Disclosure of Invention
In order to solve the defects in the prior art, the invention provides a compiling and linking optimization method, which optimizes the linking function of a linker by using the address space distribution function, the symbol resolution function and the repositioning function of a linker LD of a GNU open source compiling and linking tool BINUTILS, and the optimized functions comprise a symbol table establishing function, a searching function and a query function in the linking process.
Wherein the optimization of the symbol table establishment function is to create a GL _ KV symbol table.

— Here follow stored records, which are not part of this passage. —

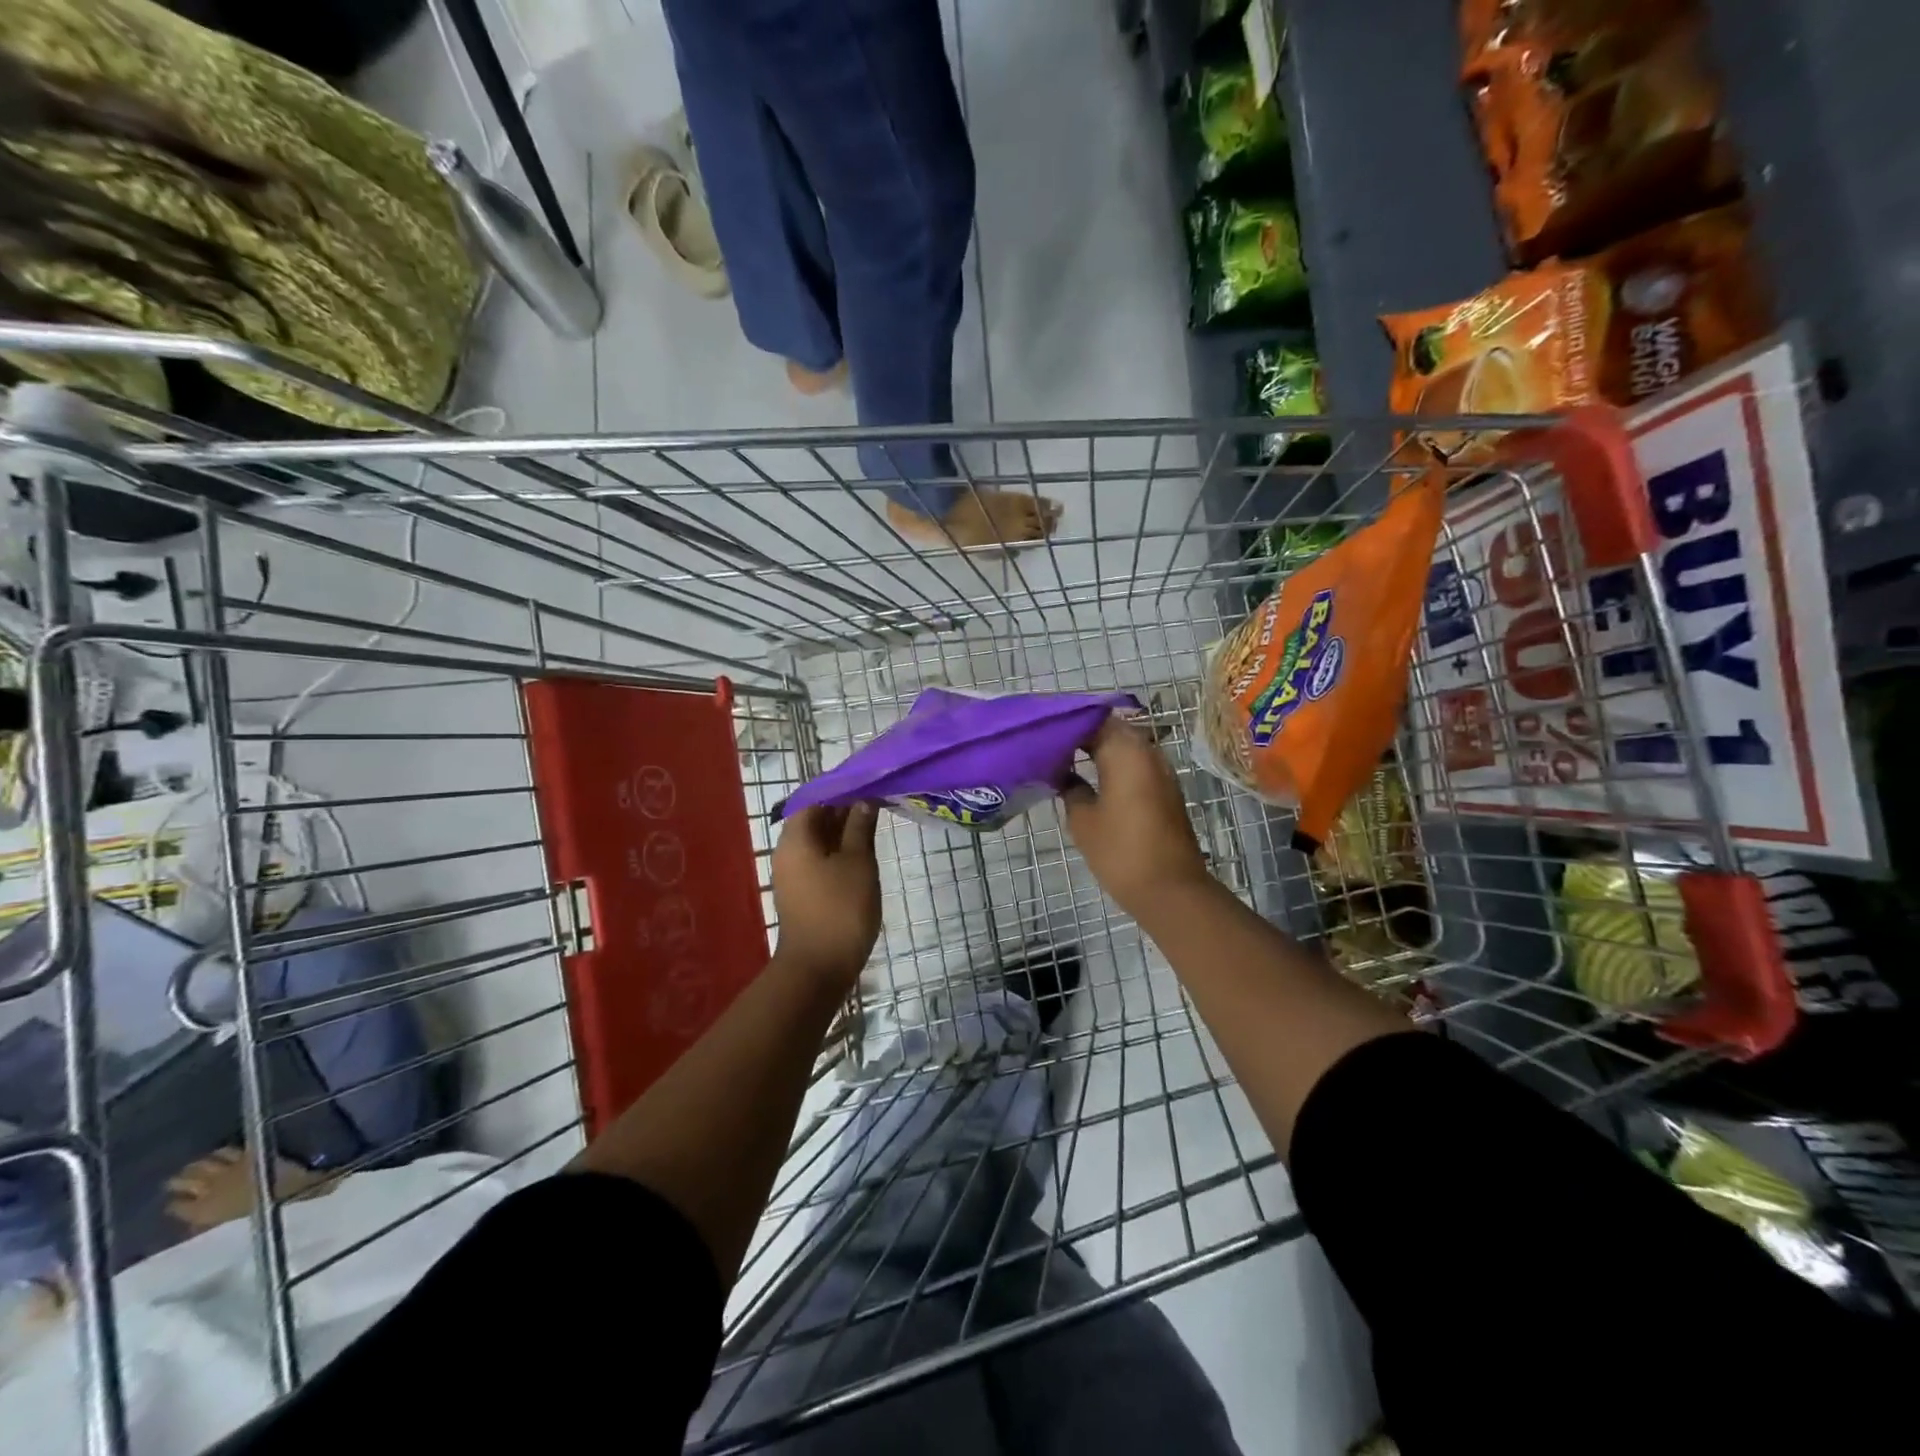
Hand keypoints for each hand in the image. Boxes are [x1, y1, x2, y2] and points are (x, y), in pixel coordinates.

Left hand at [771, 803, 881, 986]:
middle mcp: (788, 851)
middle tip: (876, 801)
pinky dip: (839, 851)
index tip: (867, 782)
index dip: (840, 788)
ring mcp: (793, 874)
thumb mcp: (858, 862)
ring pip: (818, 840)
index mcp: (796, 838)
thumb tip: (864, 800)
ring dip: (843, 831)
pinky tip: (862, 853)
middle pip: (814, 818)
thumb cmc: (840, 908)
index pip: (814, 798)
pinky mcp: (803, 892)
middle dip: (843, 808)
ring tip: (874, 824)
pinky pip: (819, 860)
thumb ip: (860, 827)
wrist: (818, 967)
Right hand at [1063, 718, 1212, 919]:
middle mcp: (1146, 751)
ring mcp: (1160, 769)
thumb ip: (1069, 787)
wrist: (1170, 889)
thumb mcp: (1083, 819)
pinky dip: (1113, 762)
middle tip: (1048, 742)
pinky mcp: (1165, 788)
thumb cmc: (1120, 851)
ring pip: (1124, 744)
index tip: (1039, 729)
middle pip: (1110, 727)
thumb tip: (1062, 773)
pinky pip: (1135, 762)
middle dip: (1080, 731)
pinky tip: (1091, 776)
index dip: (1064, 721)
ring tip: (1064, 757)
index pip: (1090, 719)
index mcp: (1124, 751)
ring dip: (1098, 746)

In the optimization of the symbol table establishing function, the GL-KV symbol table is established through the following steps:
step S1: respectively collecting GNU library symbols and basic graphic library symbols;
step S2: inputting the symbol name of the symbol collected in step S1 into the bloom filter;
step S3: taking the output of the bloom filter as the input of an index algorithm, and determining the position of a symbol in a symbol table;
step S4: and writing the symbol information into the symbol table.
Wherein, still include:
step S5: if the repetition is found after the calculation of the indexing algorithm, another table is filled for storing data, and whether the repetition is determined by GL _ KV _ sym- > rep- > sym _ r or not is judged;
in the step S3, the indexing algorithm is a Hash indexing algorithm;
in step S3 to step S4, the bloom filter obtains a plurality of values by using a plurality of hash functions, marks the GL _ KV bit array by using the plurality of values as indexes, obtains the position of each symbol in the GL _ KV table by using the plurality of values as input of a hash index algorithm, and writes symbol information into the GL _ KV table.
Wherein, the optimization of the search function is completed by the following steps:
step SA: establishing a lookup table aiming at GL-KV symbols;
step SB: inputting sym _ key, and positioning whether the corresponding sym _ key exists in the lookup table through a bloom filter;
step SC: if not, the feedback search fails; if yes, executing the step SD;
step SD: and judging whether the searched sym _ key is in the flash positive state, if so, feeding back the searching failure, and if not, feeding back the searching success.
In the step SB, the bloom filter is composed of a plurality of hash functions and a bit array, and in the step SD, whether the searched sym _ key is a flip positive is determined by the value of GL _ KV _ sym- > sym _ key.
Wherein, the query function optimization in the linking process is completed through the following steps:
step Sa: respectively establishing a lookup table aiming at an OL _ KV symbol and a GL _ KV symbol;
and Sb: inputting sym _ key;
step Sc: determining whether a qualified marked sym _ key exists in a look-up table for the OL _ KV symbol, and if so, marking its existence;
step Sd: determining whether a marked sym _ key meeting the requirement exists in a lookup table for the GL _ KV symbol, and if so, marking the existence of the marked sym _ key;
step Se: if the marked sym _ key meeting the requirement does not exist in the two lookup tables after the step Sc and the step Sd, an error is reported;
if one sym _ key with a mark exists in the two lookup tables, using the sym _ value corresponding to the sym _ key;
and if the marked sym _ keys exist in the two lookup tables, comparing the intensity, reporting an error if the marked sym _ keys in the two lookup tables are both strong symbols, and selecting sym _ value corresponding to the strong symbols if one of the marked sym _ keys in the two lookup tables is a strong symbol.
Wherein the step Sc comprises:
step Sc 1: locating, by the bloom filter, whether the corresponding sym _ key exists in the lookup table for the OL _ KV symbol; if not, executing step Sd, if yes, executing step Sc 2;
step Sc 2: judging whether the corresponding sym _ key is the active sym _ key, if not, marking the sym _ key to obtain the marked sym _ key and executing the step Sd; if yes, go to step Sc 3;
step Sc 3: querying whether the sym _ key exists in the repeated data or not, if so, marking the sym _ key to obtain a marked sym _ key and executing the step Sd; if not, directly executing the step Sd.
Wherein the step Sd includes:
step Sd 1: locating, by the bloom filter, whether the corresponding sym _ key exists in the lookup table for the GL _ KV symbol; if not, performing step Se, and if so, performing step Sd 2;
step Sd 2: judging whether the corresponding sym _ key is a flash positive sym _ key or not, if not, marking the sym _ key to obtain a marked sym _ key and executing a step Se; if yes, go to step Sd 3;
step Sd 3: querying whether the sym _ key exists in the repeated data or not, if so, marking the sym _ key to obtain a marked sym _ key and executing a step Se; if not, directly executing step Se.
In the step Sa, the lookup table for the OL _ KV symbol and the GL _ KV symbol is calculated by a bloom filter composed of a plurality of hash functions and a bit array and a hash index algorithm.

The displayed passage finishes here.